PROBLEM TO SOLVE: Repeat the data exactly. Pictures are not part of the copy.

Data items:
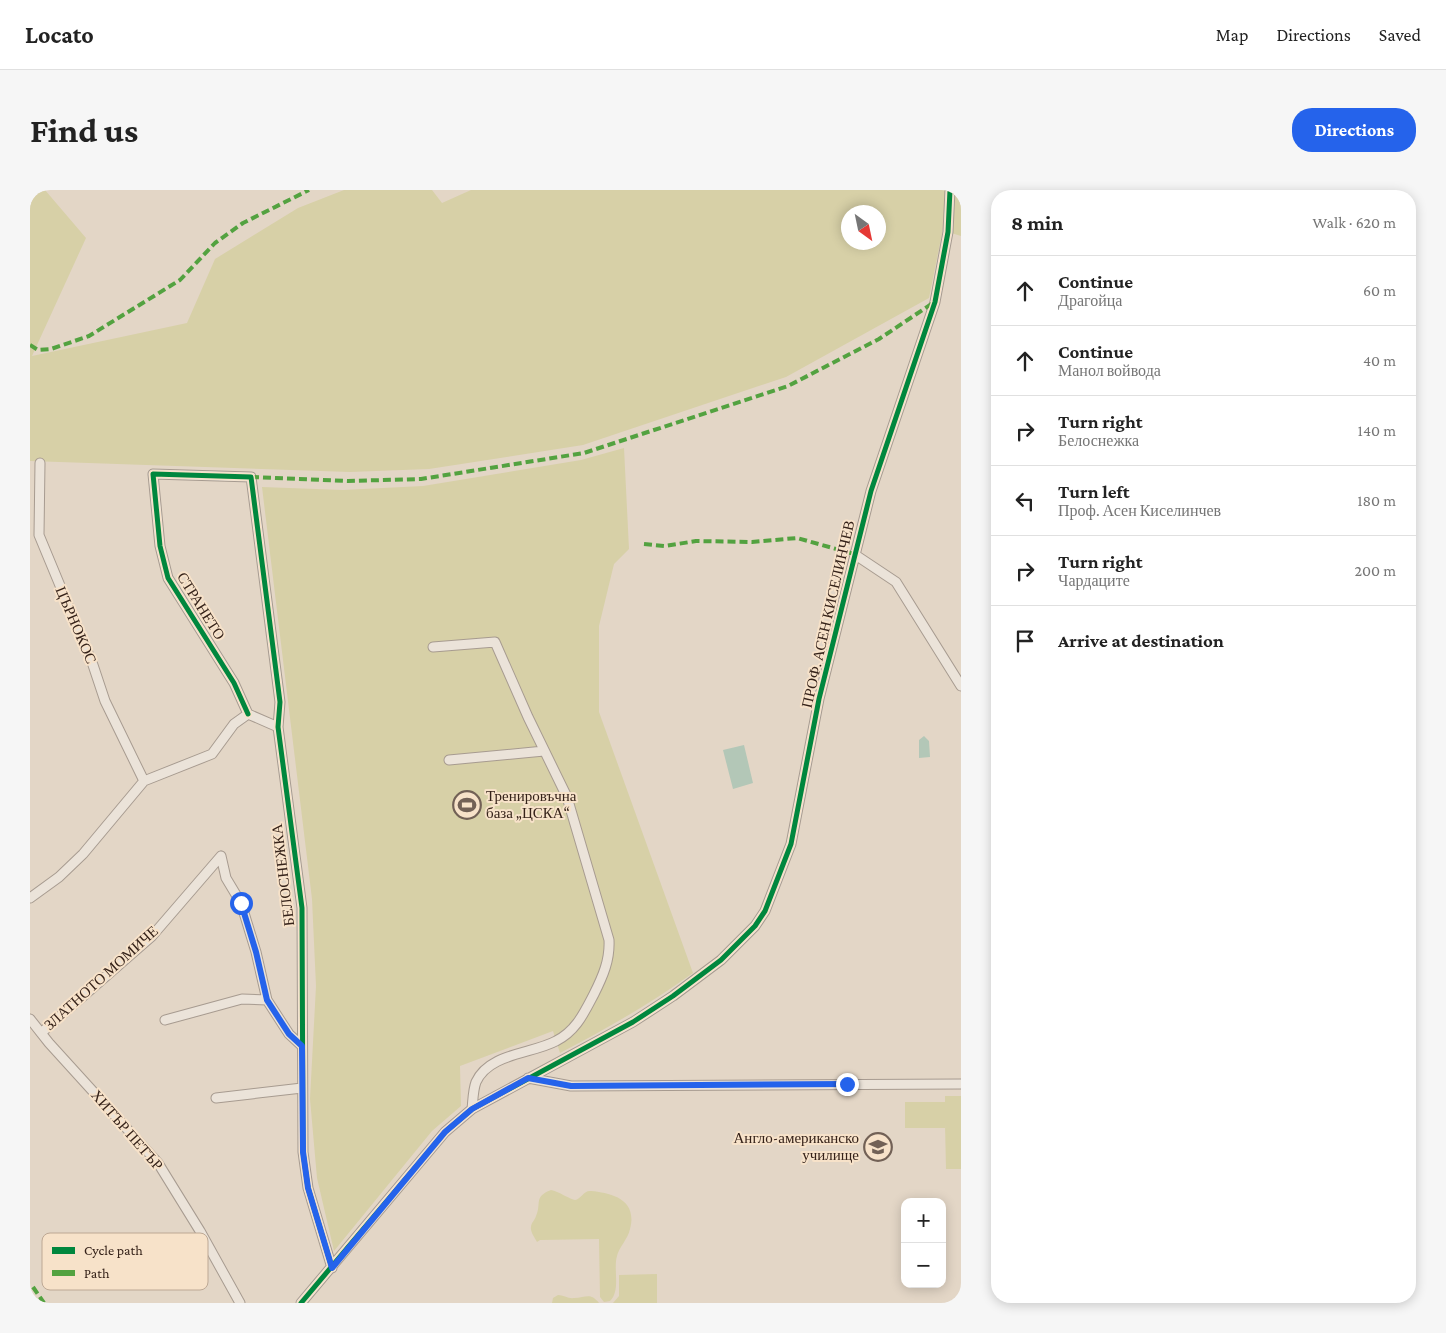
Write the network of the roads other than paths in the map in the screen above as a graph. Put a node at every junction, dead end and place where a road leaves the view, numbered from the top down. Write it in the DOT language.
graph roads {
  1 [pos="950,191"];
  2 [pos="40,463"];
  3 [pos="153,474"];
  4 [pos="854,554"];
  5 [pos="433,647"];
  6 [pos="961,686"];
  7 [pos="248,714"];
  8 [pos="278,727"];
  9 [pos="544,751"];
  10 [pos="449,760"];
  11 [pos="144,781"];
  12 [pos="30,898"];
  13 [pos="267,1000"];
  14 [pos="30,1020"];
  15 [pos="165,1020"];
  16 [pos="41,1033"];
  17 [pos="302,1046"];
  18 [pos="528,1078"];
  19 [pos="961,1084"];
  20 [pos="302,1088"];
  21 [pos="216,1098"];
  22 [pos="472,1109"];
  23 [pos="201,1233"];
  24 [pos="208,1245"];
  25 [pos="332,1268"];
  26 [pos="240,1303"];
  27 [pos="301,1303"];
  1 -- 4 [label="street, ПРОФ. АСЕН КИСЕЛИНЧЕВ"];
  2 -- 11 [label="street, ЦЪРНОКОС"];
  3 -- 7 [label="street, СТРАНЕТО"];
  3 -- 8 [label="street, БЕЛОСНЕЖКА"];
  4 -- 6 [label="street"];
  4 -- 18 [label="street, ПРОФ. АСЕН КИСЕЛИНЧЕВ"];
  5 -- 9 [label="street"];
  7 -- 8 [label="street"];
  7 -- 11 [label="street"];
  8 -- 17 [label="street, БЕЛОСНЕЖКА"];
  9 -- 10 [label="street"];
  9 -- 22 [label="street"];
  11 -- 12 [label="street"];
  13 -- 15 [label="street"];
  13 -- 16 [label="street, ЗЛАТНОТО МОМИЧЕ"];
  13 -- 17 [label="street"];
  14 -- 16 [label="street, ХИТЪР ПЕТЪР"];
  16 -- 23 [label="street, ХИТЪР ПЕТЪР"];
  17 -- 20 [label="street, БЕЛОСНЕЖКА"];
  18 -- 19 [label="street"];
  18 -- 22 [label="street, ПРОФ. АСЕН КИСЕЛИНЧЕВ"];
  20 -- 21 [label="street"];
  20 -- 25 [label="street, БЕЛОСНЕЖКА"];
  22 -- 25 [label="street, ПРОФ. АСЕН КИСЕЛИНЧЕВ"];
  24 -- 26 [label="street, ХИТЪР ПЕТЪР"];
  25 -- 27 [label="street, ПРОФ. АСЕН КИСЕЛИНЧЕВ"];
}
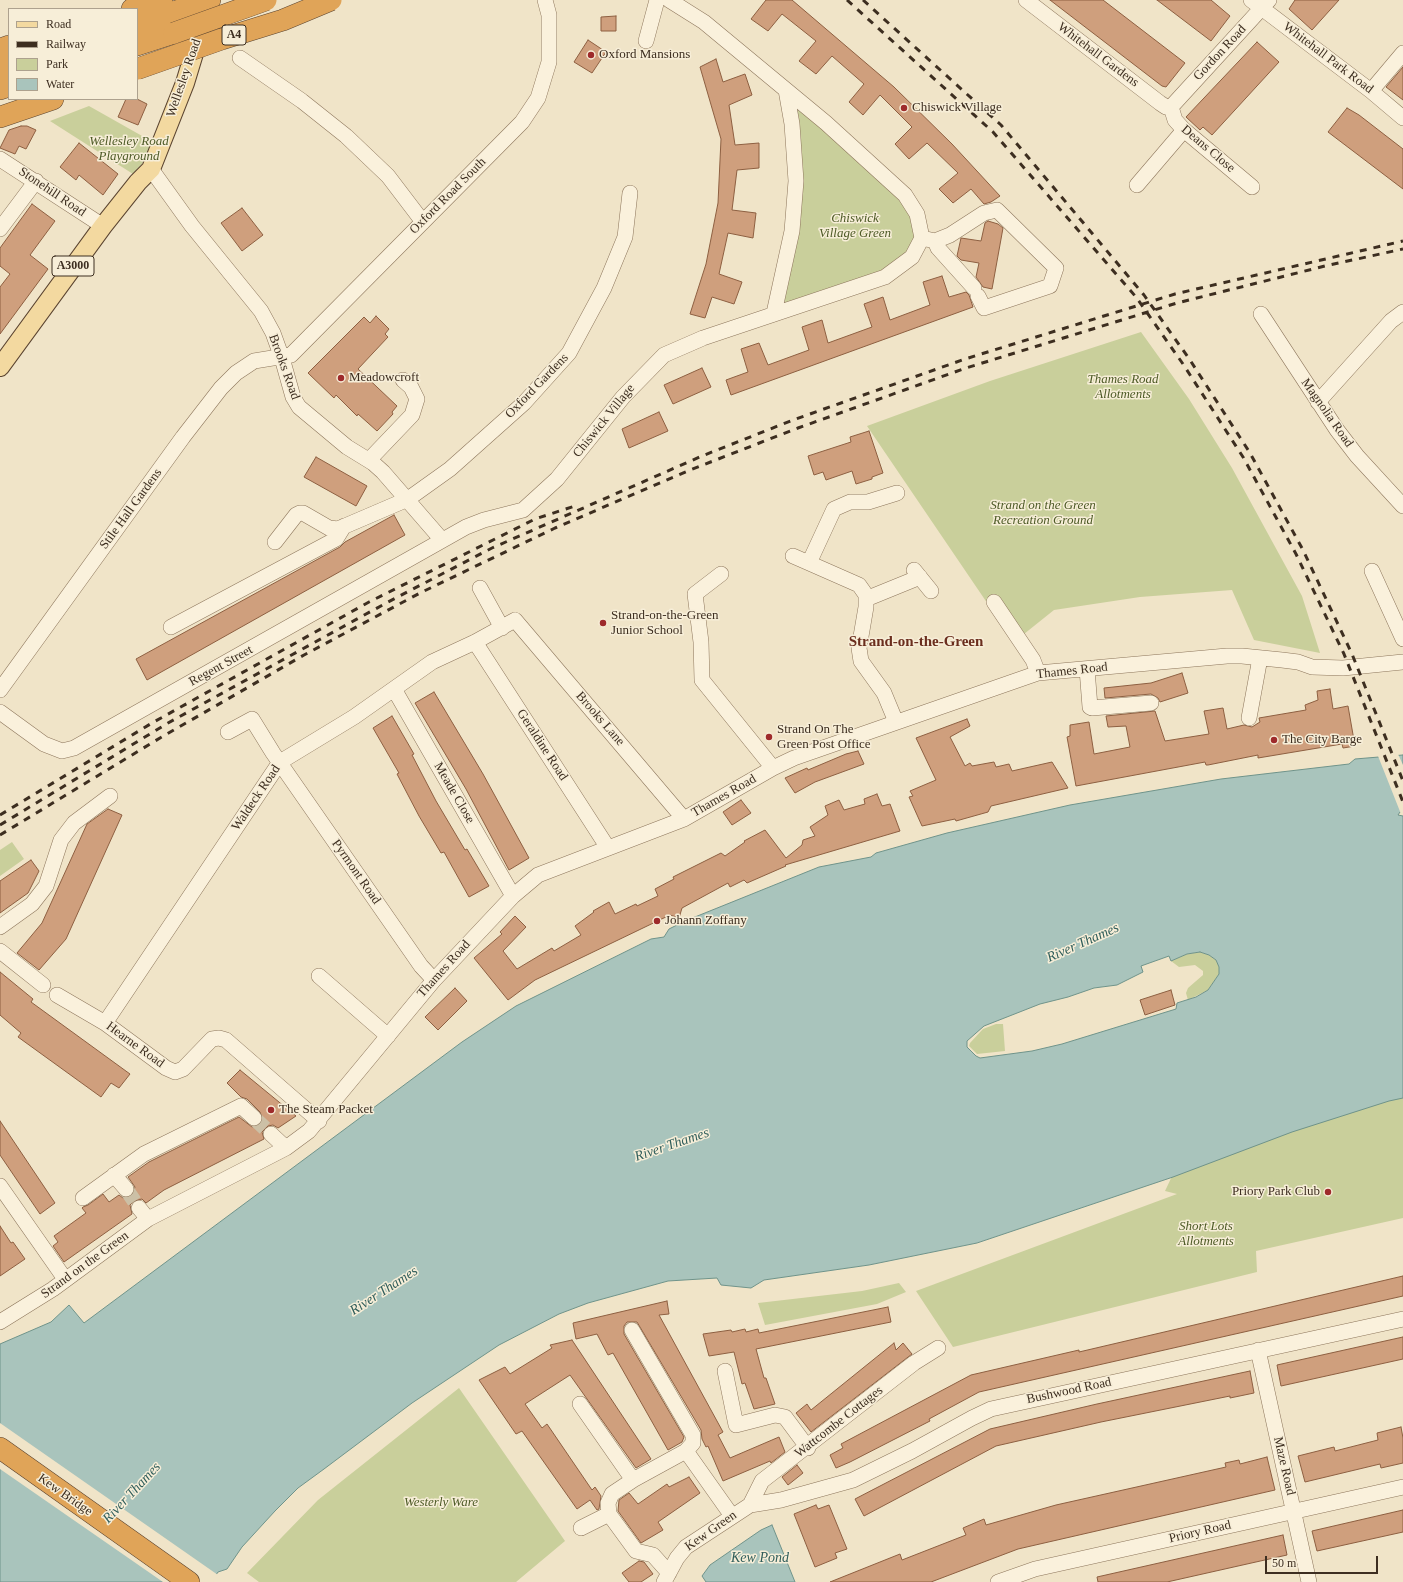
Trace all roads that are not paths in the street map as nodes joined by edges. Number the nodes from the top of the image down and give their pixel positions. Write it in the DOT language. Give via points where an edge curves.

EXERCISE RESPONSE:
Write the network of the roads other than paths in the map in the screen above as a graph. Put a node at every junction, dead end and place where a road leaves the view, numbered from the top down. Write it in the DOT language.
graph roads {
  1 [pos="950,191"];
  2 [pos="40,463"];
  3 [pos="153,474"];
  4 [pos="854,554"];
  5 [pos="433,647"];
  6 [pos="961,686"];
  7 [pos="248,714"];
  8 [pos="278,727"];
  9 [pos="544,751"];
  10 [pos="449,760"];
  11 [pos="144,781"];
  12 [pos="30,898"];
  13 [pos="267,1000"];
  14 [pos="30,1020"];
  15 [pos="165,1020"];
  16 [pos="41,1033"];
  17 [pos="302,1046"];
  18 [pos="528,1078"];
  19 [pos="961,1084"];
  20 [pos="302,1088"];
  21 [pos="216,1098"];
  22 [pos="472,1109"];
  23 [pos="201,1233"];
  24 [pos="208,1245"];
  25 [pos="332,1268"];
  26 [pos="240,1303"];
  27 [pos="301,1303"];
  1 -- 4 [label="street, ПРОФ. АСЕН КИСЕЛИНЧЕВ"];
  2 -- 11 [label="street, ЦЪРНОКОС"];
  3 -- 7 [label="street, СТРАНЕТО"];
  3 -- 8 [label="street, БЕЛОСНЕЖКА"];
  4 -- 6 [label="street"];
  4 -- 18 [label="street, ПРОФ. АСЕН КИСЕЛИНЧЕВ"];
  5 -- 9 [label="street"];
  7 -- 8 [label="street"];
  7 -- 11 [label="street"];
  8 -- 17 [label="street, БЕЛОСНЕЖКА"];
  9 -- 10 [label="street"];
  9 -- 22 [label="street"];
  11 -- 12 [label="street"];
  13 -- 15 [label="street"];
  13 -- 16 [label="street, ЗЛАТНОТО МОМИЧЕ"];
  13 -- 17 [label="street"];
  14 -- 16 [label="street, ХИТЪР ПЕТЪР"];
  16 -- 23 [label="street, ХИТЪР ПЕТЪР"];
  17 -- 20 [label="street, БЕЛОСНЕЖКА"];
  18 -- 19 [label="street"];
  18 -- 22 [label="street, ПРОФ. АСЕН КИСЕЛИНЧЕВ"];
  20 -- 21 [label="street"];
  20 -- 25 [label="street, БЕЛОСНЕЖКА"];
  22 -- 25 [label="street, ПРОФ. АСЕН КИСЕЛИНЧЕВ"];
  24 -- 26 [label="street, ХИТЪР ПЕТЪР"];
  25 -- 27 [label="street, ПРОФ. АСЕН КИСЕЛИНЧЕВ"];
}
Trace all roads that are not paths in the street map as nodes joined by edges. Number the nodes from the top of the image down and give their pixel positions. Write it in the DOT language. Give via points where an edge curves.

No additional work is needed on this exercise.